LAMPUNG, Nusantara Media – Gunung Anak Krakatau kembali menunjukkan aktivitas vulkanik yang signifikan pada Jumat siang, 3 Juli 2026. Berdasarkan laporan resmi dari Pusat Vulkanologi dan Mitigasi Bencana Geologi (PVMBG), letusan terjadi tepat pada pukul 11:50 WIB.

Peristiwa ini memicu perhatian warga di sekitar pesisir Lampung dan Banten serta para pemangku kepentingan kebencanaan.

Berdasarkan data yang dihimpun dari Pos Pengamatan Gunungapi Anak Krakatau, tinggi kolom abu vulkanik teramati mencapai kurang lebih 200 meter di atas puncak, atau sekitar 357 meter di atas permukaan laut.

- Advertisement -

Visual abu yang terlontar dari kawah teramati berwarna kelabu hingga cokelat dengan intensitas sedang hingga tebal.Secara klimatologis, sebaran abu vulkanik saat erupsi terjadi terpantau condong ke arah barat dan barat laut.

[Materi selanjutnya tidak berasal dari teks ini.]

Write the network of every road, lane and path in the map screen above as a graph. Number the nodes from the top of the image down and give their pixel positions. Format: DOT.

Erupsi ini juga terekam dengan jelas pada alat seismogram dengan amplitudo maksimum mencapai 65 mm dan durasi letusan berlangsung selama kurang lebih 32 detik.

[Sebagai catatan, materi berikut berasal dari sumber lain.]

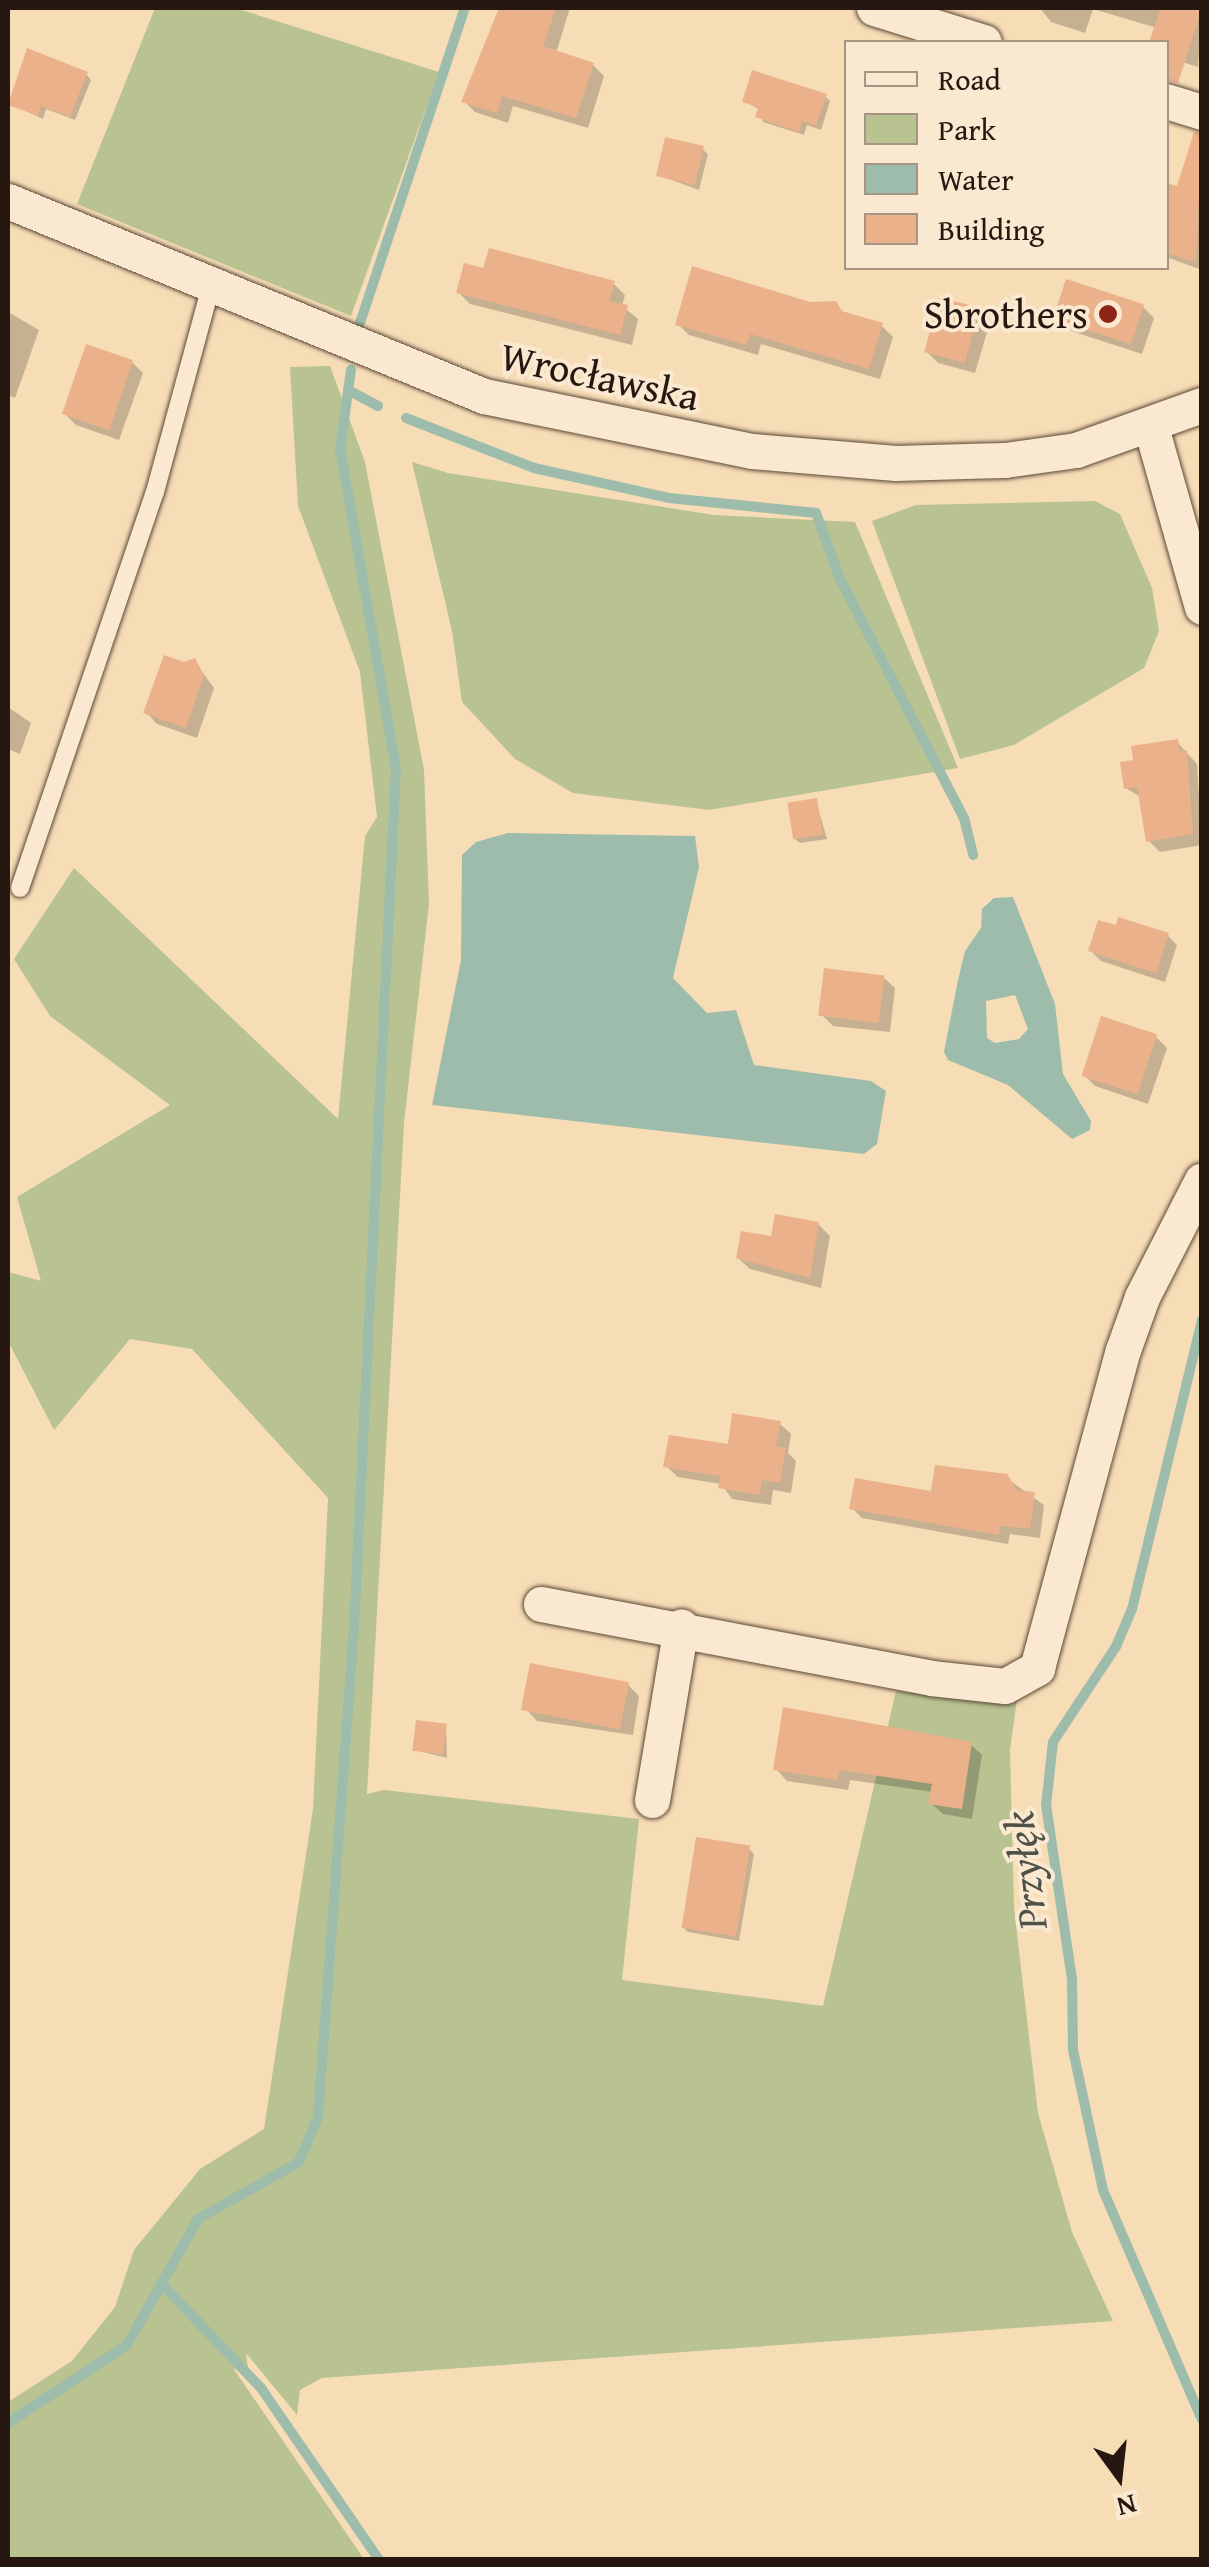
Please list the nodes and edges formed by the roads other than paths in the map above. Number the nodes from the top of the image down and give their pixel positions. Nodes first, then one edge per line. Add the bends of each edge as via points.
1 (874, 8) edge
2 (978, 40) edge
3 (1169, 102) edge
4 (1202, 112) edge
5 (8, 201) edge
6 (211, 286) junction
7 (1202, 405) edge
8 (1151, 428) junction
9 (1202, 607) edge
10 (20, 888) dead end
11 (1202, 1180) edge
12 (541, 1604) dead end
13 (681, 1626) junction
14 (652, 1800) dead end

1 - 2 street
3 - 4 street
5 - 6 street, Wrocławska
6 - 8 street, Wrocławska via 484,396 752,451 895,462 1004,460 1076,450
6 - 10 lane via 155,492
7 - 8 street, Wrocławska
8 - 9 street
11 - 13 street via 1123,1350 1037,1668 1005,1686 949,1680
12 - 13 street
13 - 14 street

Hingga saat ini, Badan Geologi Kementerian ESDM menetapkan Gunung Anak Krakatau pada Status Level III atau Siaga. Status ini menandakan adanya peningkatan aktivitas yang memerlukan kewaspadaan tinggi dari berbagai pihak.

Terkait status tersebut, PVMBG mengeluarkan rekomendasi tegas bagi masyarakat umum, pengunjung, wisatawan, maupun para pendaki. Masyarakat dilarang keras untuk mendekati area Gunung Anak Krakatau atau melakukan aktivitas apa pun dalam radius 3 kilometer dari kawah aktif.

Langkah preventif ini diambil untuk menghindari risiko terpapar material vulkanik langsung, gas beracun, serta potensi lontaran batu pijar yang bisa terjadi sewaktu-waktu.

Pemerintah daerah dan otoritas terkait di wilayah Lampung dan Banten diminta untuk terus memantau informasi terkini melalui kanal resmi MAGMA Indonesia. Masyarakat diimbau untuk tidak terpancing oleh berita bohong atau hoaks yang beredar di media sosial mengenai aktivitas gunung berapi.

Selalu gunakan masker jika terjadi hujan abu vulkanik untuk melindungi sistem pernapasan, serta persiapkan langkah evakuasi mandiri jika kondisi gunung menunjukkan peningkatan aktivitas yang lebih ekstrem.Gunung Anak Krakatau memang dikenal sebagai gunung api yang sangat aktif di Selat Sunda.

Karakteristiknya yang cepat berubah mengharuskan setiap orang yang berada di sekitar kawasan tersebut untuk selalu mematuhi zona larangan yang telah ditentukan demi keselamatan bersama.

Pihak PVMBG akan terus melakukan pemantauan visual dan instrumental secara intensif guna memberikan update data yang akurat bagi publik.